I'd like the full listing transcribed exactly, with no images included.

Content starts

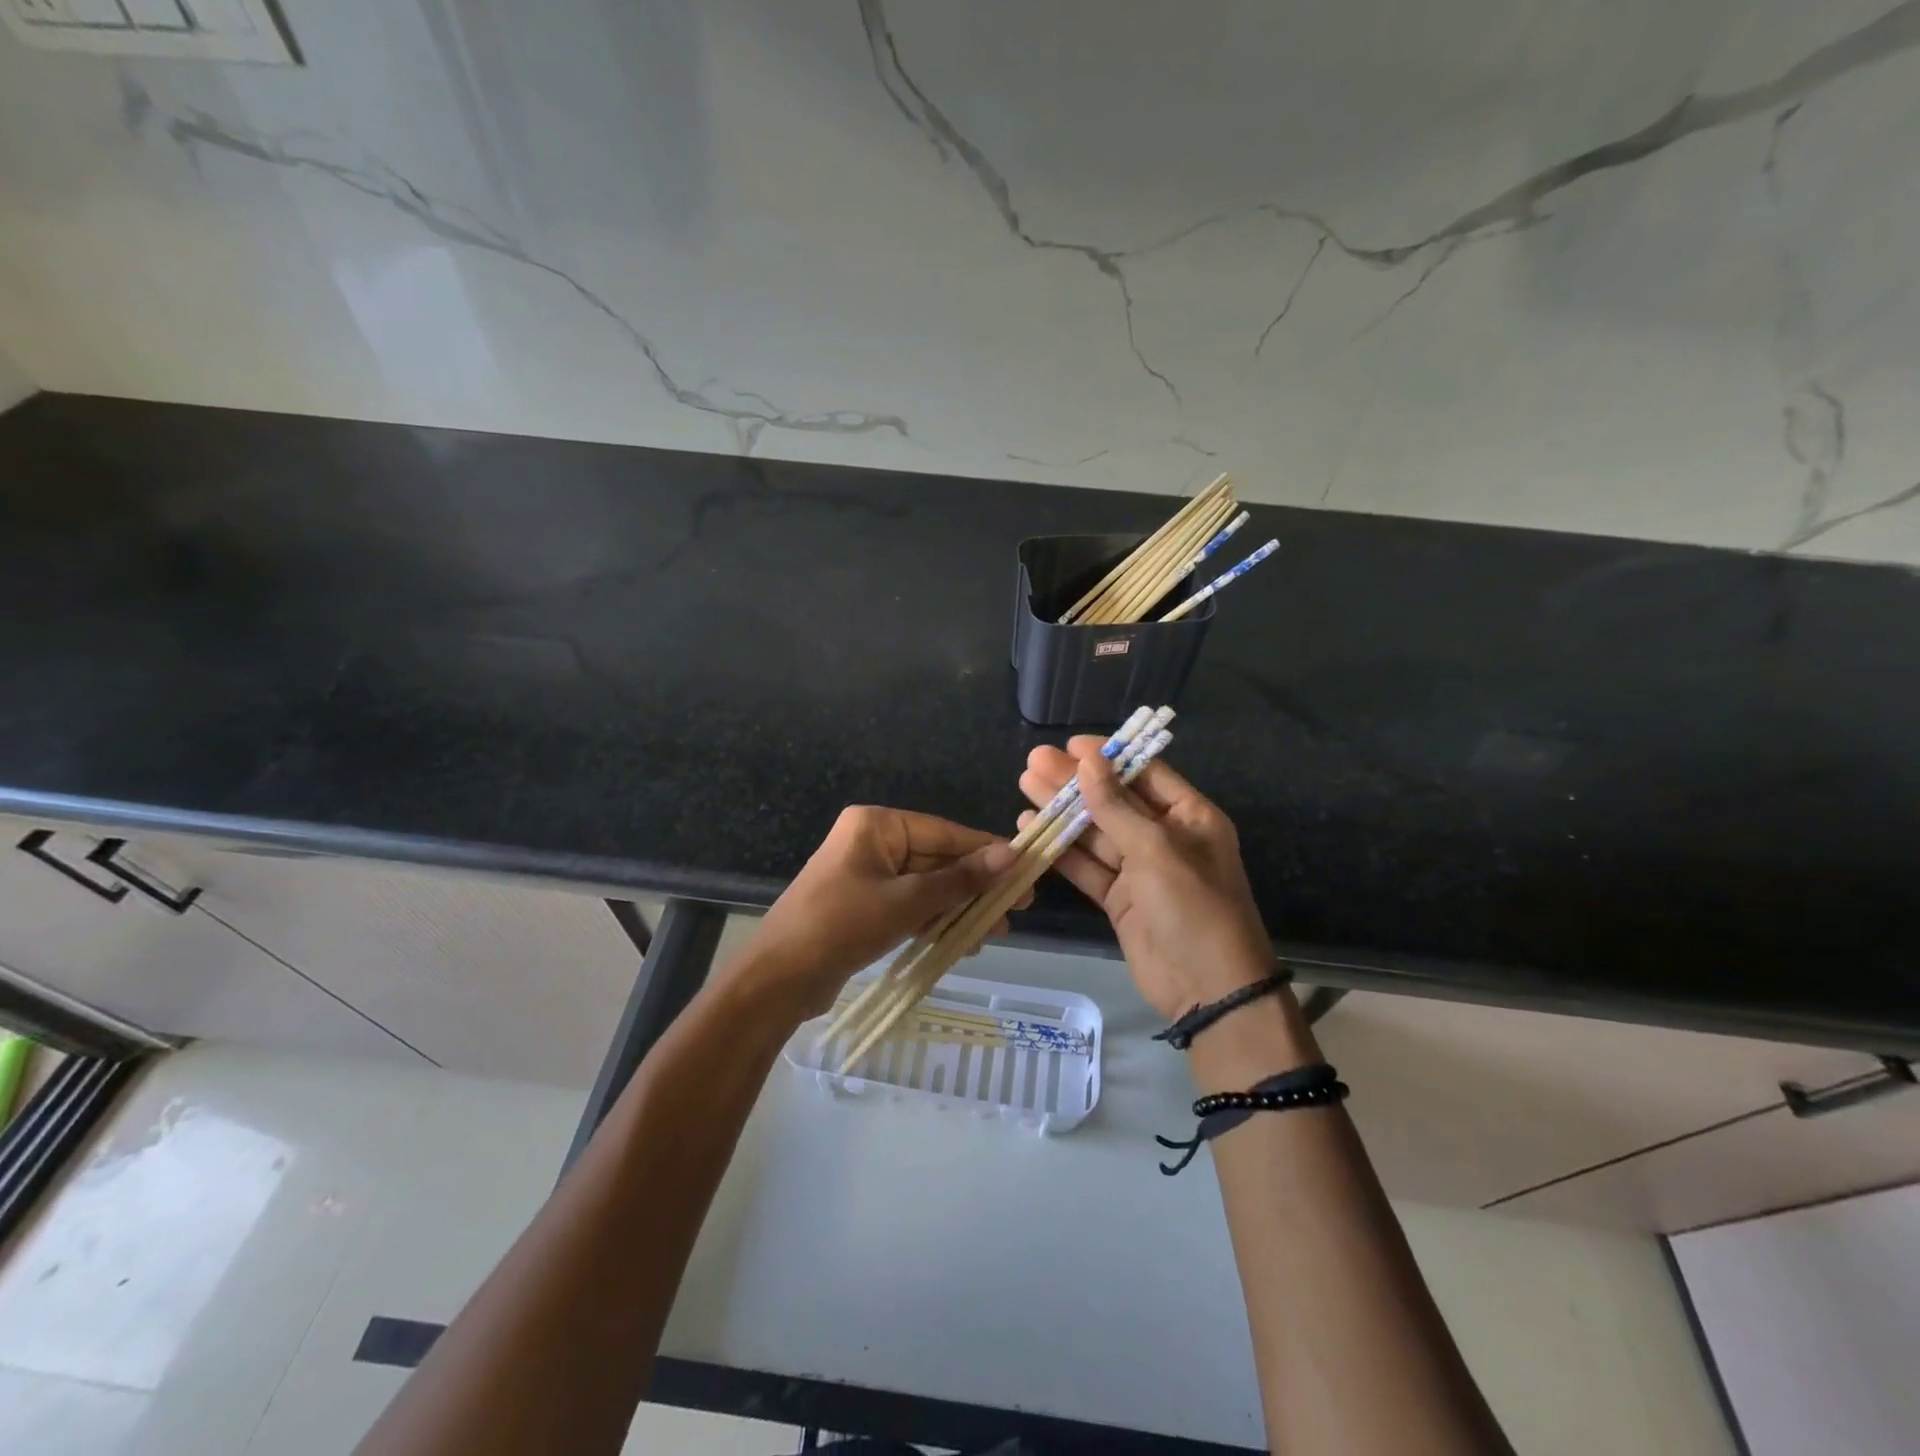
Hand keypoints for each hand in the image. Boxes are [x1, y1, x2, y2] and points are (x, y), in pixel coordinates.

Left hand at [728, 806, 1023, 1020]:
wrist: (777, 980)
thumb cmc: (841, 926)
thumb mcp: (907, 902)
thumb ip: (960, 880)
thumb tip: (1012, 855)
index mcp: (876, 825)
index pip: (945, 833)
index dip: (986, 852)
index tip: (1026, 868)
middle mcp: (872, 842)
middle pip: (937, 859)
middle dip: (975, 887)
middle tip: (1017, 908)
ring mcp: (866, 875)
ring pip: (926, 886)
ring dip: (959, 908)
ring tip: (997, 931)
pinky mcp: (864, 906)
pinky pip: (910, 905)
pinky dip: (934, 920)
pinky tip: (964, 941)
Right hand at [1020, 738, 1274, 1021]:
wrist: (1208, 990)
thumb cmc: (1193, 907)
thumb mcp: (1156, 850)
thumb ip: (1116, 806)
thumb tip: (1089, 760)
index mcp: (1189, 817)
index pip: (1144, 773)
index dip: (1108, 757)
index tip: (1070, 745)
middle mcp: (1165, 837)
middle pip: (1113, 800)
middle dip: (1074, 782)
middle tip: (1033, 761)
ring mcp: (1141, 870)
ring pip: (1095, 832)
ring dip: (1062, 811)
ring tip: (1024, 785)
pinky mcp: (1120, 898)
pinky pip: (1087, 866)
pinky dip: (1060, 850)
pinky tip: (1031, 829)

Content ends

§ OUTPUT OF THE EXERCISE
Hand keypoints for each hand in the image. Boxes are [x1, y1, x2, y2] and points are (x, y), in pixel coordinates.

Left hand at [728, 806, 1023, 1020]:
wrist: (777, 980)
thumb cmc: (841, 926)
thumb mcp: (907, 902)
thumb ip: (960, 880)
thumb tip: (1012, 855)
index mcp: (876, 825)
index pip: (945, 833)
index dip: (986, 852)
index tip: (1026, 868)
middle mcp: (872, 842)
middle pip: (937, 859)
middle dip: (975, 887)
middle tip: (1017, 908)
ring mcp: (866, 875)
ring pip: (926, 886)
ring dip: (959, 908)
ring tip: (997, 931)
pinky mcp: (864, 906)
pinky pip: (910, 905)
pinky dip: (934, 920)
pinky tip: (964, 941)
Right hand at [1020, 738, 1274, 1021]:
wrist: (1208, 990)
thumb cmc: (1193, 907)
thumb mcp: (1156, 850)
thumb ip: (1116, 806)
thumb tip: (1089, 760)
index mcp: (1189, 817)
index pip: (1144, 773)
index dip: (1108, 757)
index tip: (1070, 745)
middle mcp: (1165, 837)
middle pip: (1113, 800)
middle dip: (1074, 782)
middle tip: (1033, 761)
ring mcp: (1141, 870)
ring pip: (1095, 832)
ring dip: (1062, 811)
ring tip: (1024, 785)
pinky mcp: (1120, 898)
pinky pip: (1087, 866)
pinky dip: (1060, 850)
pinky tip: (1031, 829)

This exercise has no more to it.